Abstract

Human Activity Recognition (HAR) based on wearable devices has always been a hot topic in health applications, human-object interaction, and smart homes. Despite significant improvements achieved by convolutional neural networks, long short-term memory networks, transformer networks and various hybrid models, there are still two fundamental issues. First, the spatial–temporal dependencies of sensor signals are difficult to be effectively modeled. Second, in multimodal environments, sensors placed on various body positions contribute distinctly to the classification results. In this work, we propose a self-attention based Two-stream Transformer Network (TTN). In view of the former issue, we use two streams, named temporal stream and spatial stream, respectively, to extract the readings-over-time and time-over-readings features from sensor signals.

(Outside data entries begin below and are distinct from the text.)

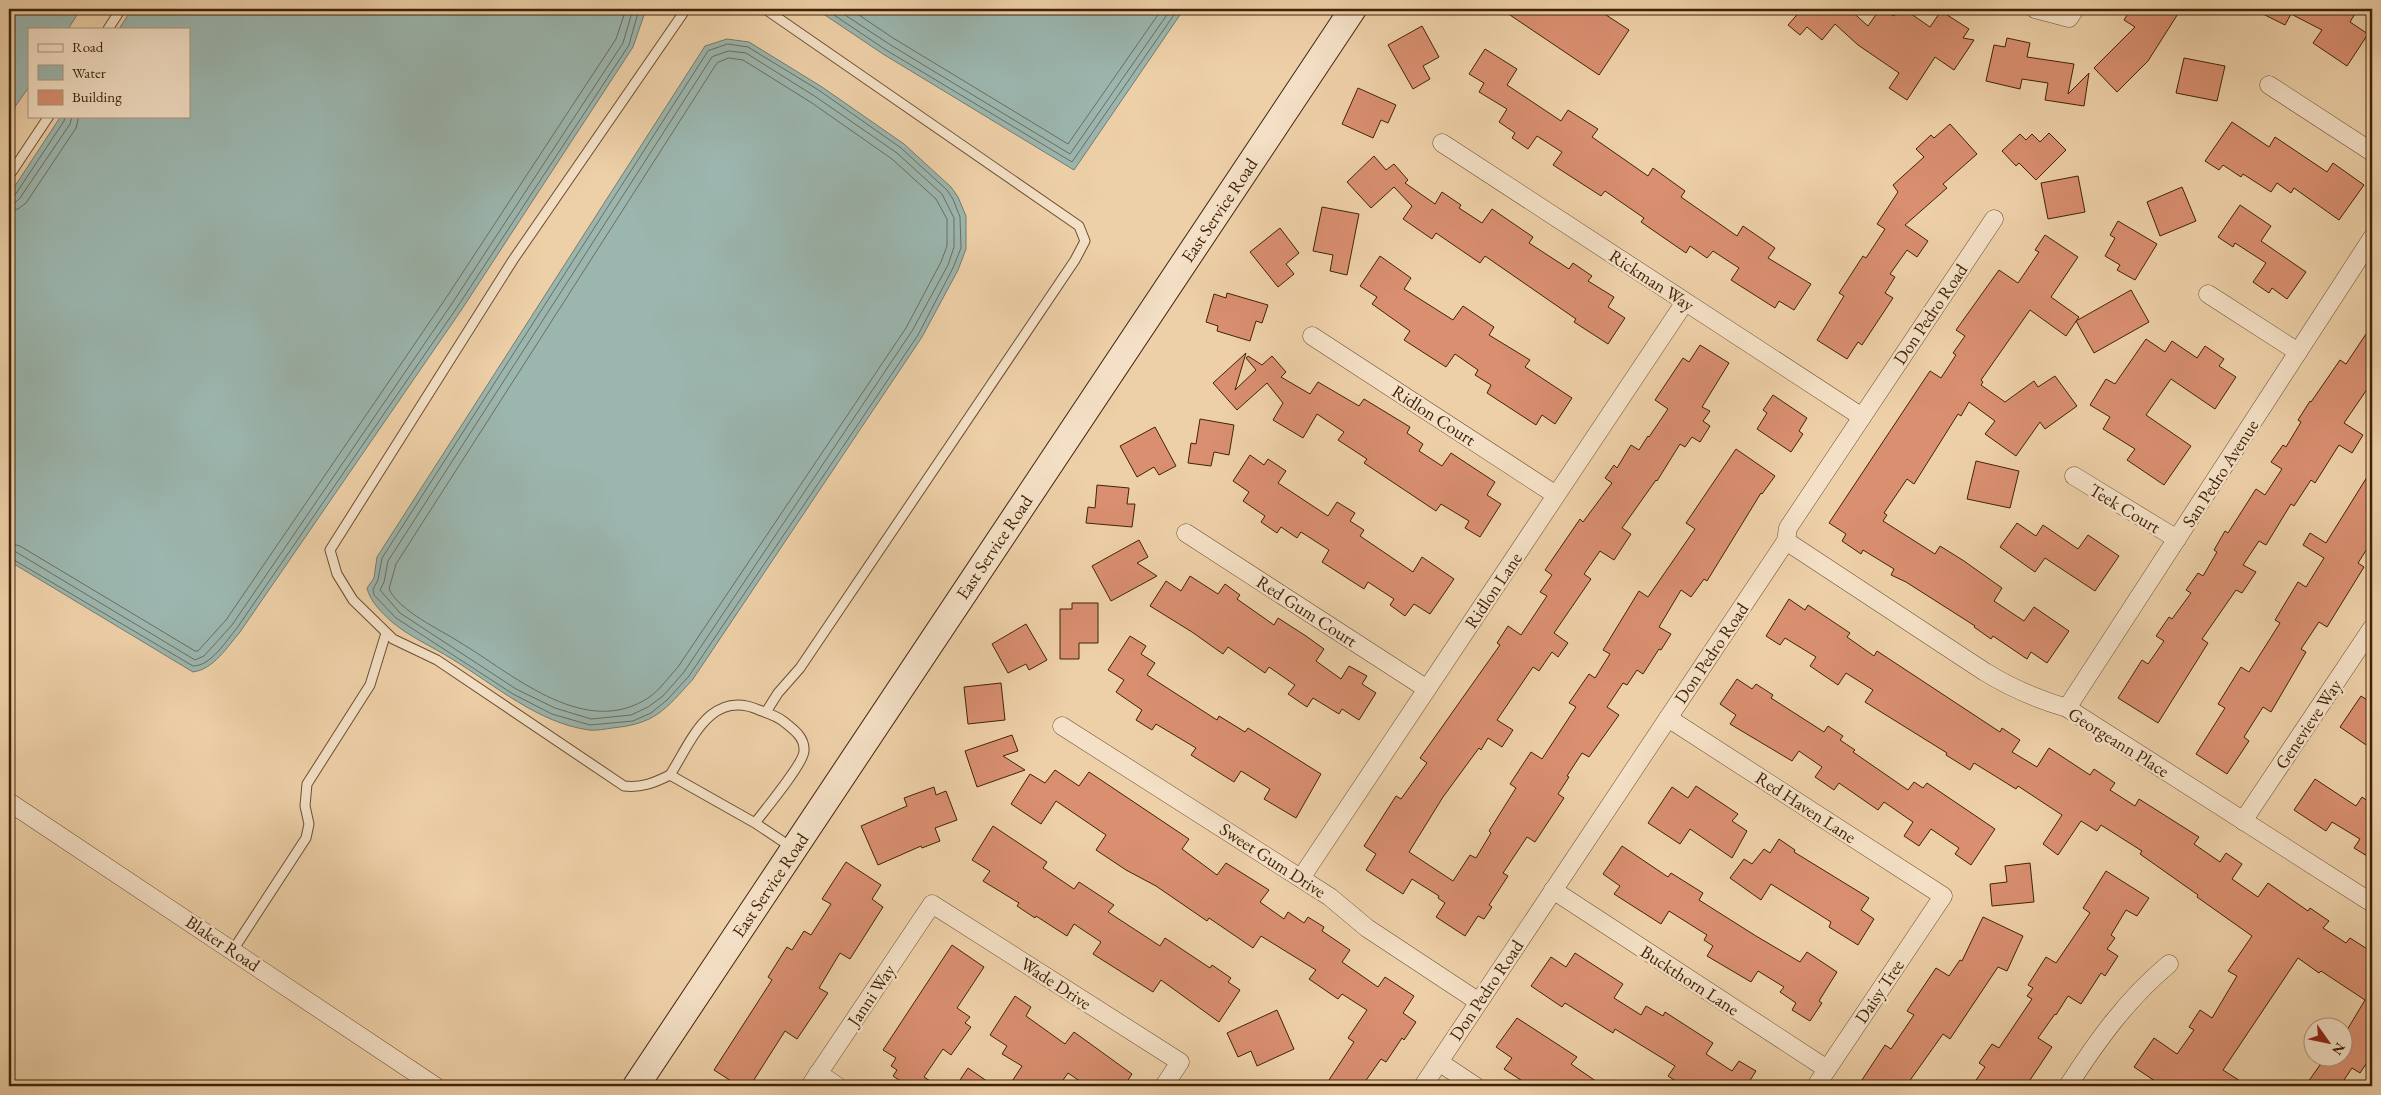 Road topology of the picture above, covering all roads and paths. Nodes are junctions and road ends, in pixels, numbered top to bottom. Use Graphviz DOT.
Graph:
graph roads {
  1 [pos="121,9"];
  2 [pos="686,9"];
  3 [pos="765,9"];
  4 [pos="1353,9"];
  5 [pos="2035,9"];
  6 [pos="2072,13"];
  7 [pos="109,28"];
  8 [pos="2270,85"];
  9 [pos="48,118"];
  10 [pos="1442,143"];
  11 [pos="2372,152"];
  12 [pos="9,176"];
  13 [pos="1994,218"];
  14 [pos="2372,238"];
  15 [pos="2208,294"];
  16 [pos="1685,302"];
  17 [pos="1312,336"];
  18 [pos="2298,352"];
  19 [pos="1862,417"];
  20 [pos="2074,476"];
  21 [pos="1556,495"];
  22 [pos="1186,533"];
  23 [pos="2177,539"];
  24 [pos="1786,541"];
  25 [pos="386,633"];
  26 [pos="2370,636"];
  27 [pos="1427,689"];
  28 [pos="2067,708"];
  29 [pos="766,712"];
  30 [pos="1668,718"];
  31 [pos="1062,726"];
  32 [pos="670,776"];
  33 [pos="9,802"];
  34 [pos="2243,821"];
  35 [pos="755,823"];
  36 [pos="794,849"];
  37 [pos="1300,878"];
  38 [pos="1553,890"];
  39 [pos="1943,896"];
  40 [pos="932,904"];
  41 [pos="2372,904"];
  42 [pos="233,950"];
  43 [pos="2169,964"];
  44 [pos="1479,1002"];
  45 [pos="1439,1062"];
  46 [pos="1827,1069"];
  47 [pos="814,1080"];
  48 [pos="435,1086"];
  49 [pos="636,1086"];
  50 [pos="838,1086"];
  51 [pos="1164,1086"];
  52 [pos="1423,1086"];
  53 [pos="1475,1086"];
  54 [pos="1816,1086"];
  55 [pos="2068,1086"];
  1 -- 7 [label="lane"];
  2 -- 25 [label="lane"];
  3 -- 29 [label="lane"];
  4 -- 36 [label="street, East Service Road"];
  5 -- 6 [label="street"];
  8 -- 11 [label="street"];
  9 -- 12 [label="lane"];
  10 -- 16 [label="street, Rickman Way"];
  13 -- 19 [label="street, Don Pedro Road"];
  14 -- 18 [label="street, San Pedro Avenue"];
  15 -- 18 [label="street"];
  16 -- 19 [label="street, Rickman Way"];
  16 -- 21 [label="street, Ridlon Lane"];
  17 -- 21 [label="street, Ridlon Court"];
  18 -- 23 [label="street, San Pedro Avenue"];
  19 -- 24 [label="street, Don Pedro Road"];
  20 -- 23 [label="street, Teek Court"];
  21 -- 27 [label="street, Ridlon Lane"];
  22 -- 27 [label="street, Red Gum Court"];
  23 -- 28 [label="street, San Pedro Avenue"];
  24 -- 28 [label="street, Georgeann Place"];
  24 -- 30 [label="street, Don Pedro Road"];
  25 -- 32 [label="lane"];
  25 -- 42 [label="lane"];
  26 -- 34 [label="street, Genevieve Way"];
  27 -- 37 [label="street, Ridlon Lane"];
  28 -- 34 [label="street, Georgeann Place"];
  29 -- 32 [label="lane"];
  29 -- 35 [label="lane"];
  30 -- 38 [label="street, Don Pedro Road"];
  30 -- 39 [label="street, Red Haven Lane"];
  31 -- 37 [label="street, Sweet Gum Drive"];
  32 -- 35 [label="lane"];
  33 -- 42 [label="street, Blaker Road"];
  34 -- 41 [label="street, Georgeann Place"];
  35 -- 36 [label="lane"];
  36 -- 49 [label="street, East Service Road"];
  37 -- 44 [label="street, Sweet Gum Drive"];
  38 -- 44 [label="street, Don Pedro Road"];
  38 -- 46 [label="street, Buckthorn Lane"];
  39 -- 46 [label="street, Daisy Tree"];
  40 -- 47 [label="street, Janni Way"];
  40 -- 51 [label="street, Wade Drive"];
  42 -- 48 [label="street, Blaker Road"];
  43 -- 55 [label="street"];
  44 -- 45 [label="street, Don Pedro Road"];
  45 -- 52 [label="street, Don Pedro Road"];
  45 -- 53 [label="street"];
  46 -- 54 [label="street, Daisy Tree"];
  47 -- 50 [label="street"];
} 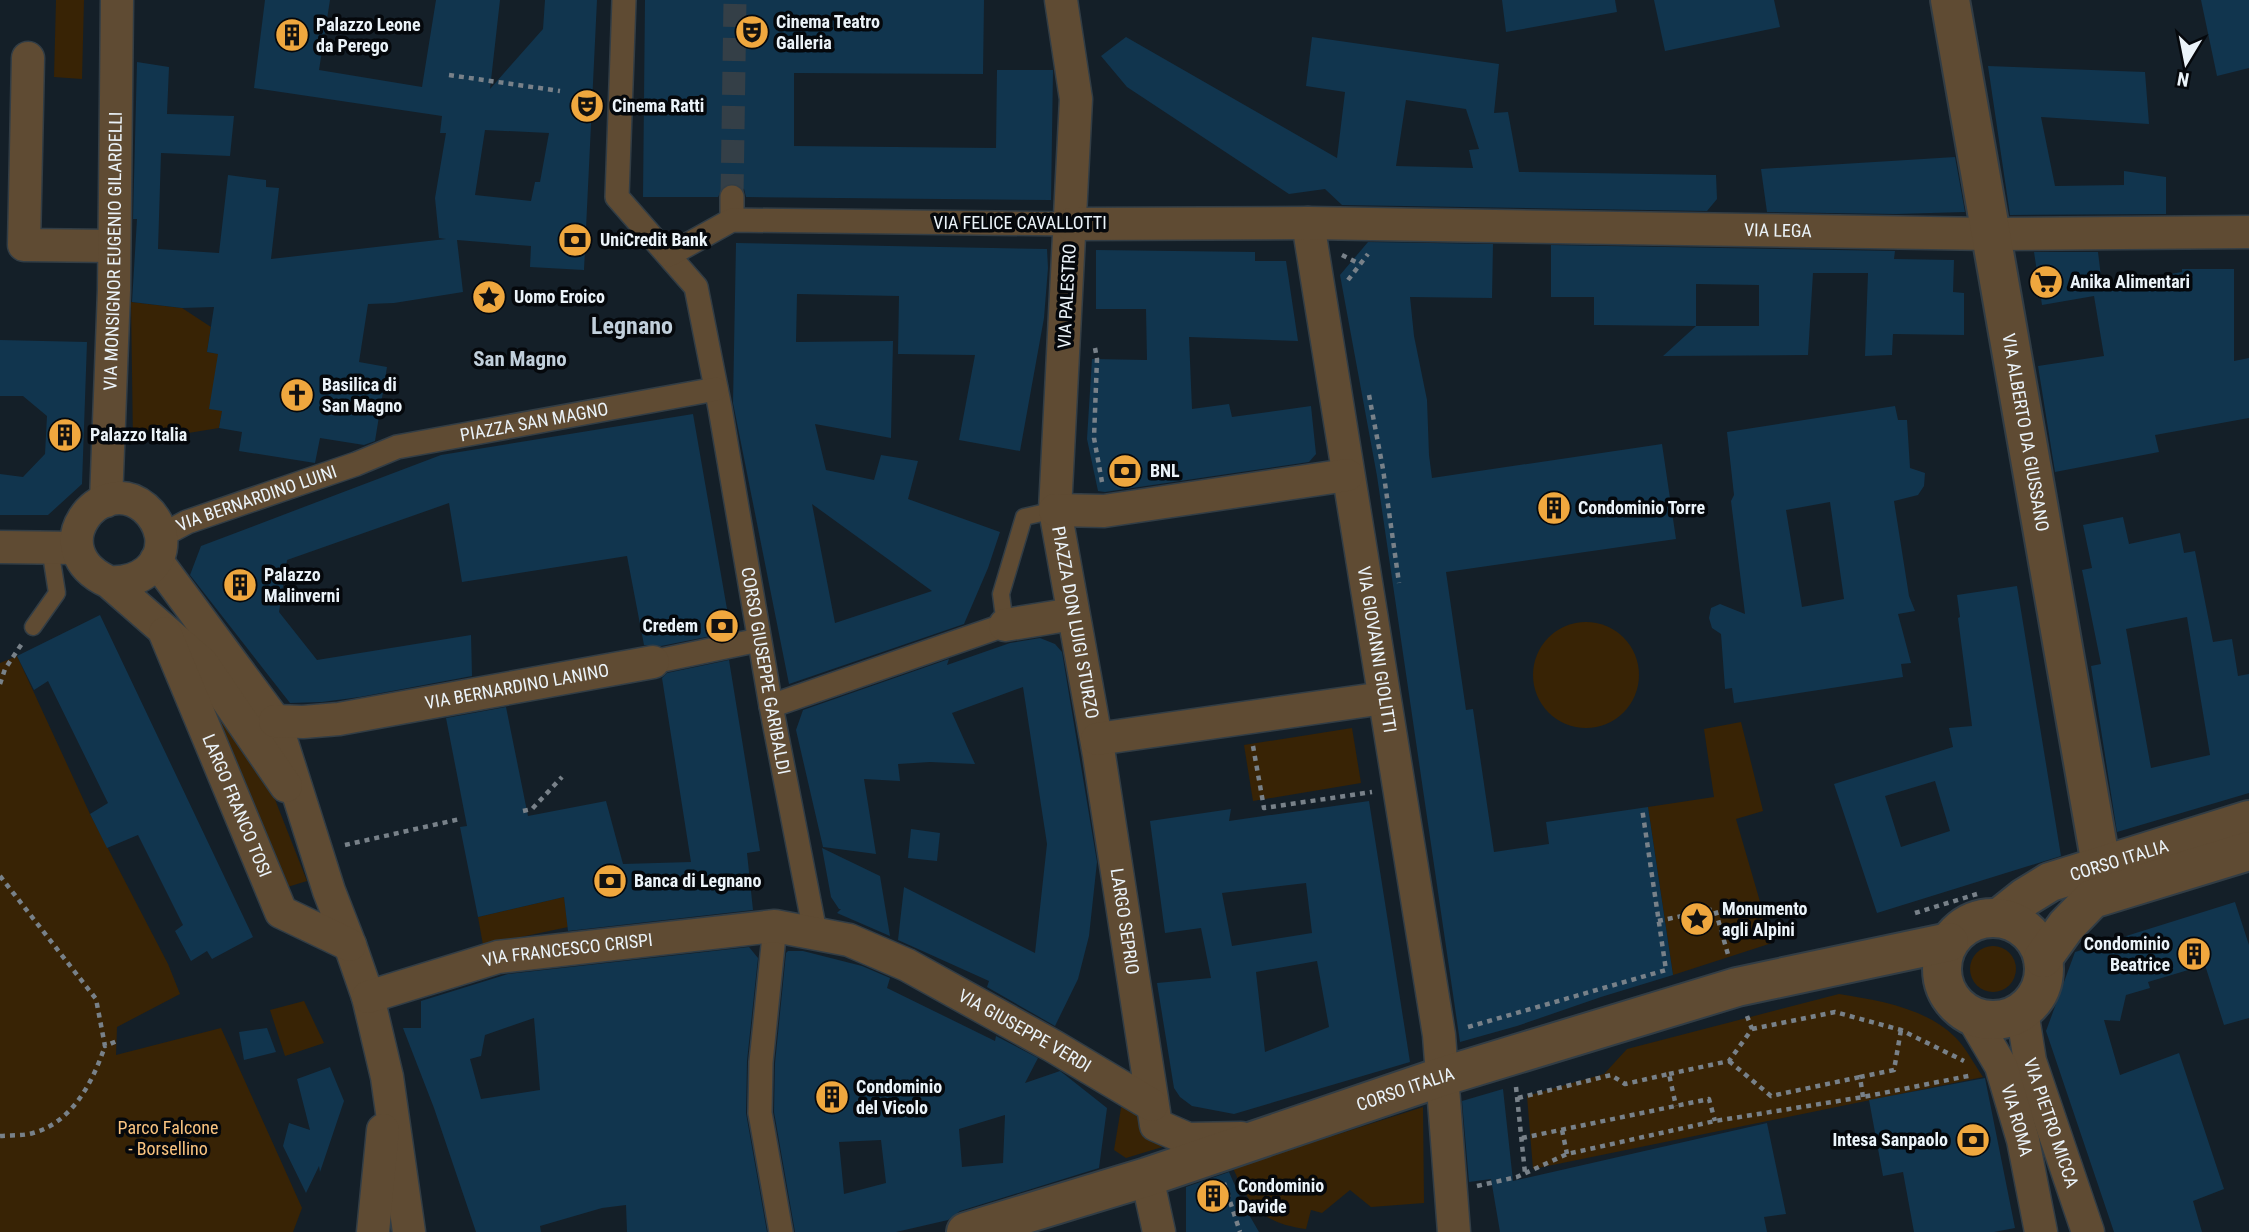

These features extracted from two streams are complementary since the time-over-readings features are able to express additional information which cannot be captured from sensor signals directly. To deal with the latter issue, we assign attention weights to each sensor axis in the spatial channel based on their classification scores. It makes sense that different axis-readings with distinct recognition contributions caused by data heterogeneity be treated unequally. Extensive experiments on four available benchmark datasets (PAMAP2, Opportunity, USC–HAD, and Skoda) reveal that our proposed model is better suited for multimodal HAR than previous state-of-the-art methods.